Résumé du procès de Sakina le 13 janvier

Bonjour,

Voici un résumé d’après mes notes prises sur le vif du déroulement du procès de Sakina ce mercredi 13 janvier 2010.

Tout d’abord, le juge a précisé qu’il s’agissait d’un tribunal et non d’une tribune, puis a présenté le cadre du dossier, il s’agit d’une poursuite pour provocation à la discrimination nationale, religieuse et raciale. Les parties civiles sont Carrefour qui réclame 1 euros de dommage et intérêts mais n’est pas représenté dans l’audience, ensuite, il y a Avocats sans Frontière représenté par Maitre Dahan, enfin une nouvelle partie civile s’est ajoutée à l’affaire, il s’agit de l’association Chambre de Commerce France Israël représenté à l’audience.
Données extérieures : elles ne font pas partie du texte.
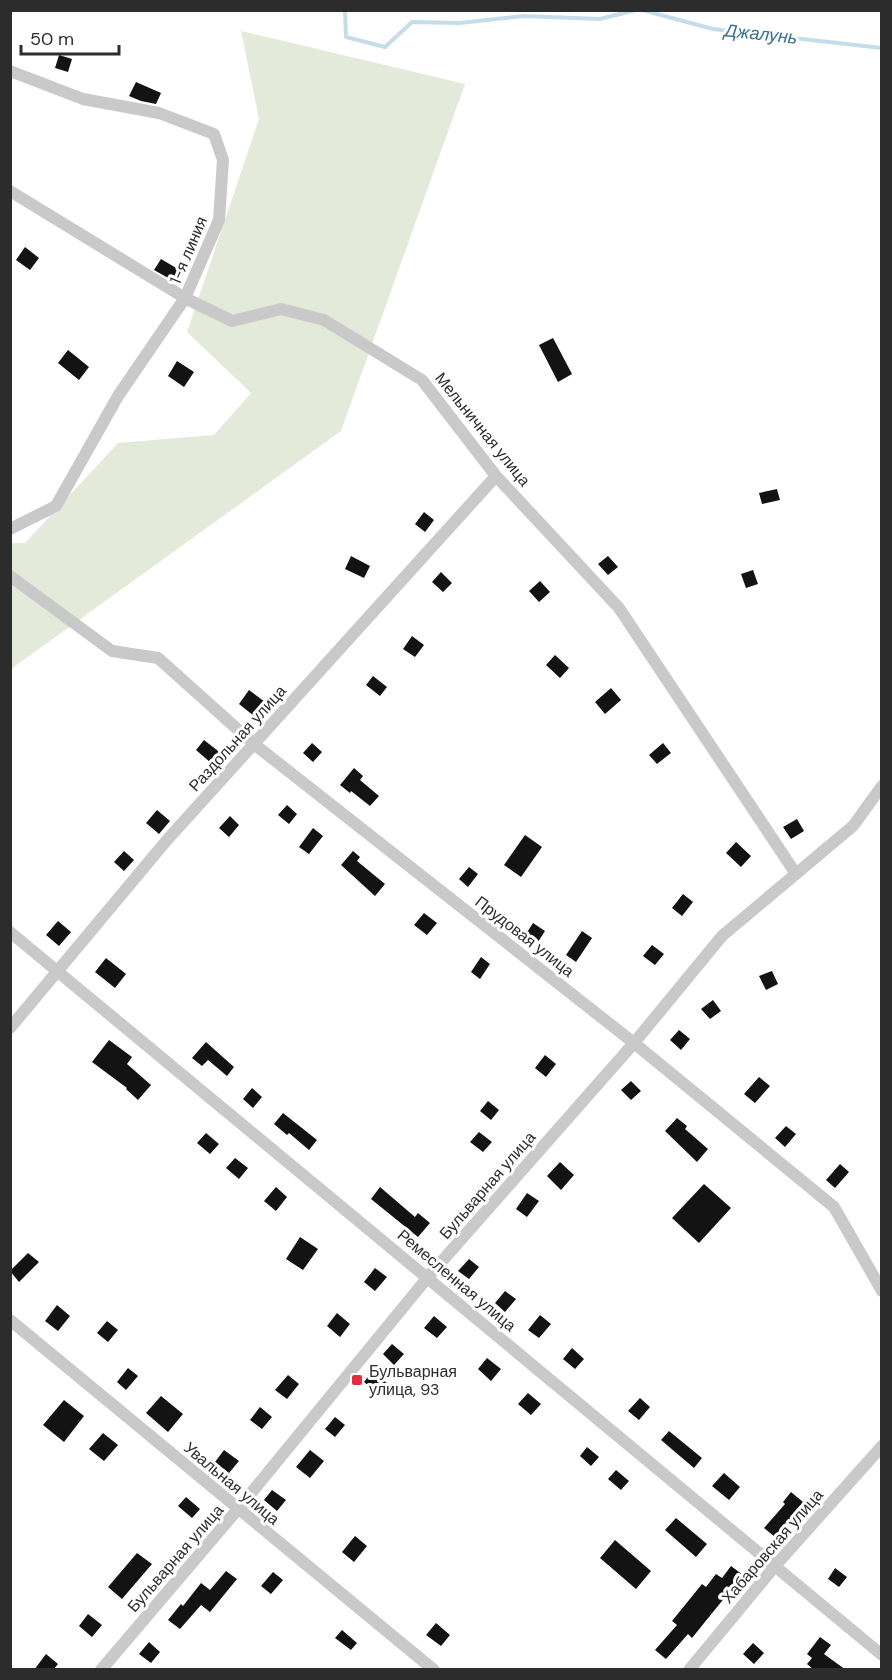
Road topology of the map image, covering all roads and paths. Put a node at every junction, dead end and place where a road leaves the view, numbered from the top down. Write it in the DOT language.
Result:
graph roads {
  1 [pos="10,71"];
  2 [pos="10,191"];
  3 [pos="185,298"];
  4 [pos="496,476"];
  5 [pos="10,529"];
  6 [pos="10,576"];
  7 [pos="254,744"];
  8 [pos="882,786"];
  9 [pos="796,874"];
  10 [pos="10,932"];
  11 [pos="58,971"];
  12 [pos="10,1029"];
  13 [pos="634,1042"];
  14 [pos="428,1277"];
  15 [pos="882,1291"];
  16 [pos="10,1320"];
  17 [pos="882,1446"];
  18 [pos="238,1509"];
  19 [pos="775,1566"];
  20 [pos="882,1655"];
  21 [pos="101,1670"];
  22 [pos="434,1670"];
  23 [pos="689,1670"];
  1 -- 3 [label="street, 1-я линия"];
  2 -- 3 [label="street, Мельничная улица"];
  3 -- 4 [label="street, Мельничная улица"];
  3 -- 5 [label="street, 1-я линия"];
  4 -- 7 [label="street, Раздольная улица"];
  4 -- 9 [label="street, Мельничная улица"];
  6 -- 7 [label="street, Прудовая улица"];
  7 -- 11 [label="street, Раздольная улица"];
  7 -- 13 [label="street, Прудовая улица"];
  8 -- 9 [label="street, Бульварная улица"];
  9 -- 13 [label="street, Бульварная улица"];
  10 -- 11 [label="street, Ремесленная улица"];
  11 -- 12 [label="street, Раздольная улица"];
  11 -- 14 [label="street, Ремесленная улица"];
  13 -- 14 [label="street, Бульварная улица"];
  13 -- 15 [label="street, Прудовая улица"];
  14 -- 18 [label="street, Бульварная улица"];
  14 -- 19 [label="street, Ремесленная улица"];
  16 -- 18 [label="street, Увальная улица"];
  17 -- 19 [label="street, Хабаровская улица"];
  18 -- 21 [label="street, Бульварная улица"];
  18 -- 22 [label="street, Увальная улица"];
  19 -- 20 [label="street, Ремесленная улица"];
  19 -- 23 [label="street, Хабаровская улица"];
}
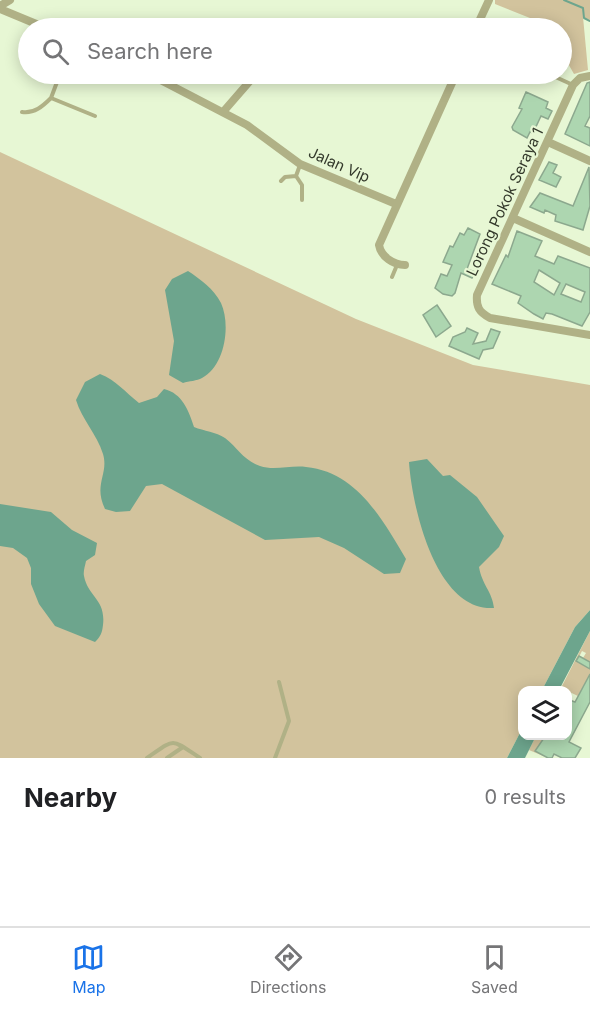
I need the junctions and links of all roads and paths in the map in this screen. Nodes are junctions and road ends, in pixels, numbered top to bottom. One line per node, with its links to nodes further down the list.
1 (10, 0): 3 (street)
2 (489, 0): 5 (street)
3 (0, 8): 4 (street)
4 (23, 18)
5 (481, 18)
6 (590, 76): 11 (street)
7 (56, 84): 12 (lane)
8 (177, 84): 14 (street, Jalan Vip)
9 (247, 84): 14 (street)
10 (451, 84): 22 (street)
11 (573, 85): 16 (street, Lorong Pokok Seraya 1)
12 (51, 98): 13 (lane); 15 (lane)
13 (21, 111)
14 (223, 112): 18 (street, Jalan Vip)
15 (95, 116)
16 (548, 142): 17 (street); 23 (street, Lorong Pokok Seraya 1)
17 (590, 161)
18 (300, 164): 19 (lane); 22 (street, Jalan Vip)
19 (296, 176): 20 (lane); 21 (lane)
20 (281, 181)
21 (302, 200)
22 (396, 204): 25 (street)
23 (513, 218): 24 (street); 27 (street, Lorong Pokok Seraya 1)
24 (590, 252)
25 (401, 265): 26 (lane)
26 (392, 277)
27 (590, 335)
28 (279, 682): 33 (lane)
29 (183, 747): 30 (lane); 31 (lane); 32 (lane)
30 (147, 758)
31 (167, 758)
32 (200, 758)
33 (275, 758)

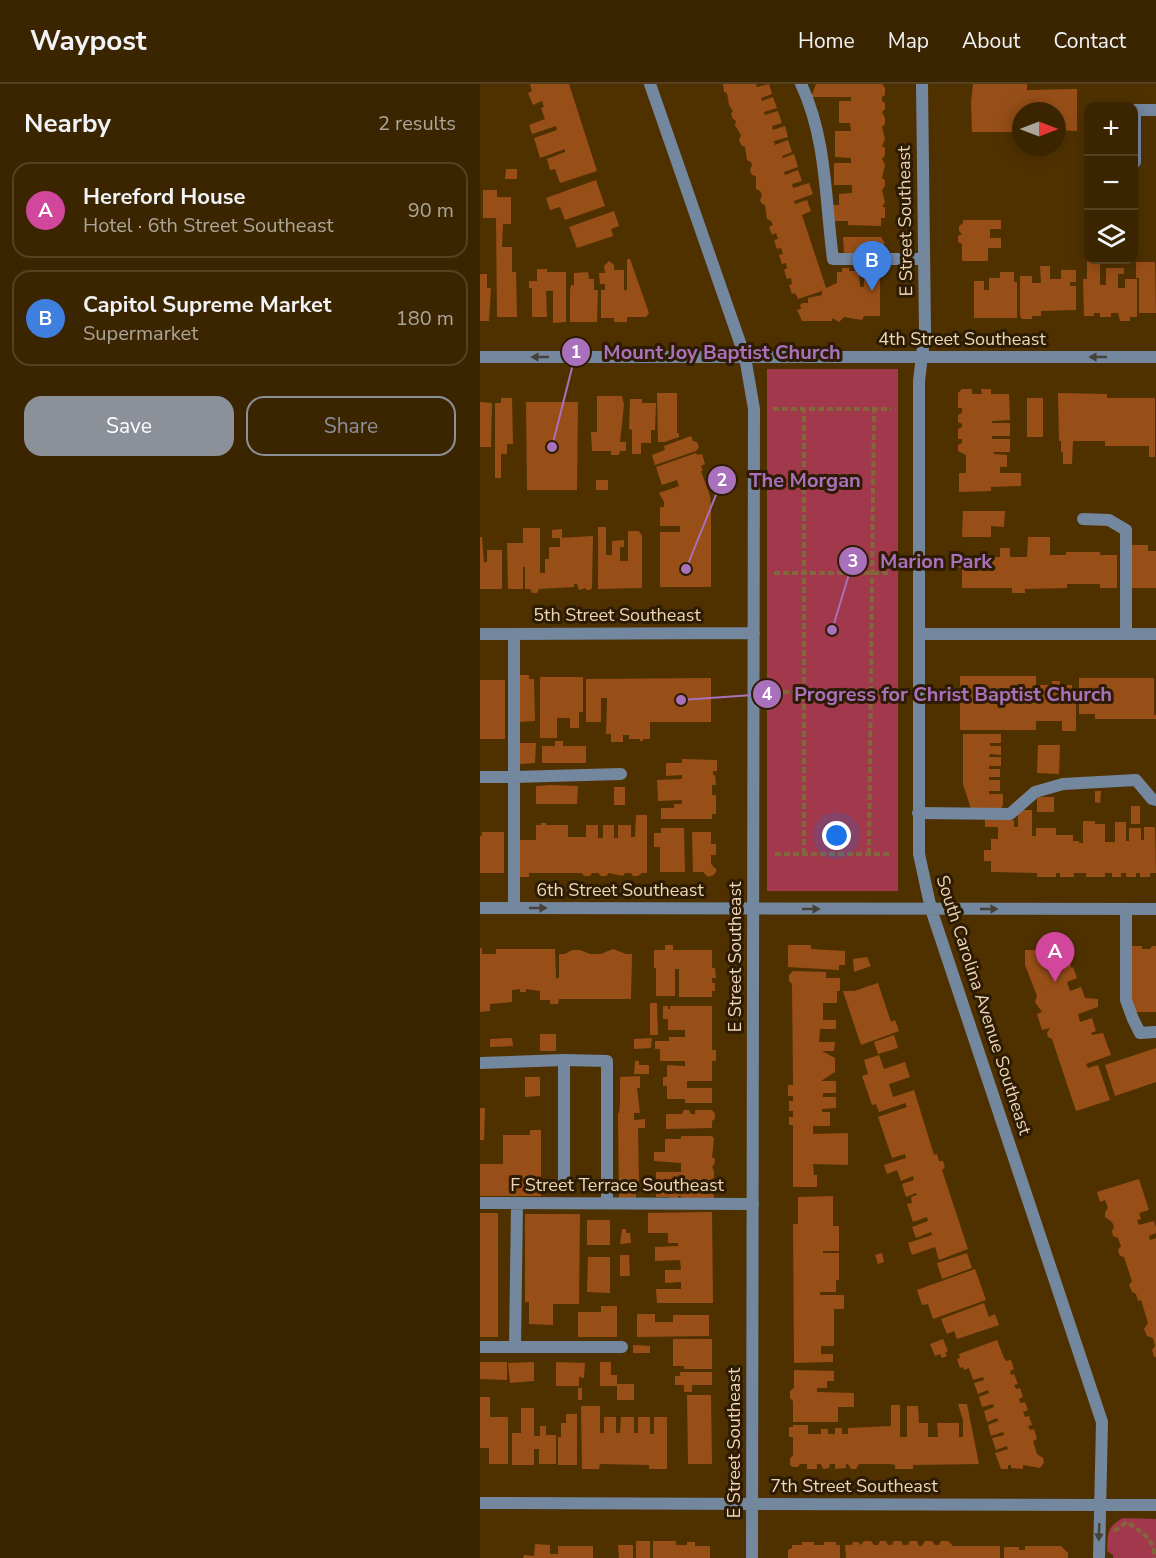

Ensuite le juge s’est attaché à faire préciser les faits avérés. A savoir l’autocollant apposé sur une bouteille de jus d’orange au Carrefour de Mérignac le 30 mai 2009, la traque des vigiles, puis l’arrestation, Sakina reconnaît les faits. La trentaine d’autocollants trouvés dans son sac à main, Sakina reconnaît qu’ils étaient à elle. Il fait état d’une remarque du responsable des vigiles de Carrefour qui indique que Sakina aurait menacé Carrefour d’une invasion en masse, s’ils ne retiraient pas leur plainte, menaces que Sakina a fermement nié. Il lui a demandé de préciser les circonstances qui l’ont amené à apposer ces autocollants. Sakina a répondu à la fois sur le cadre de la situation en Palestine, les victimes de “Plomb durci” à Gaza, et sur le fait que cet autocollant a été déposé alors qu’elle faisait un repérage du magasin afin de préparer une action boycott le 6 juin avec son association la LDH et avec d’autres. Le juge a évoqué le fait que l’action du 6 juin n’était pas dans la procédure et qu’il était inutile d’en parler.

Sakian a évoqué se différentes interventions auprès de la répression des fraudes, qui a amené à sanctionner Carrefour pour ne pas respecter l’origine des produits israéliens en les dissimulant derrière des origines plus acceptable comme Mexique, Honduras ou Espagne. Mais aucun procureur n’a accepté de juger Carrefour sur la base des dossiers déposés par la Répressions des fraudes.

Concernant la LDH, le juge a demandé des précisions quand aux personnes défendues, est-ce seulement les palestiniens ? Des gens défendent-ils les israéliens à la LDH ? Sakina répond oui sans doute.

Concernant l’action de déposer des autocollants, le juge a demandé à Sakina si elle n’avait pas l’impression de répondre à une infraction de Carrefour (le non-respect de la traçabilité) par une infraction de sa part (la “dégradation” de produits israéliens).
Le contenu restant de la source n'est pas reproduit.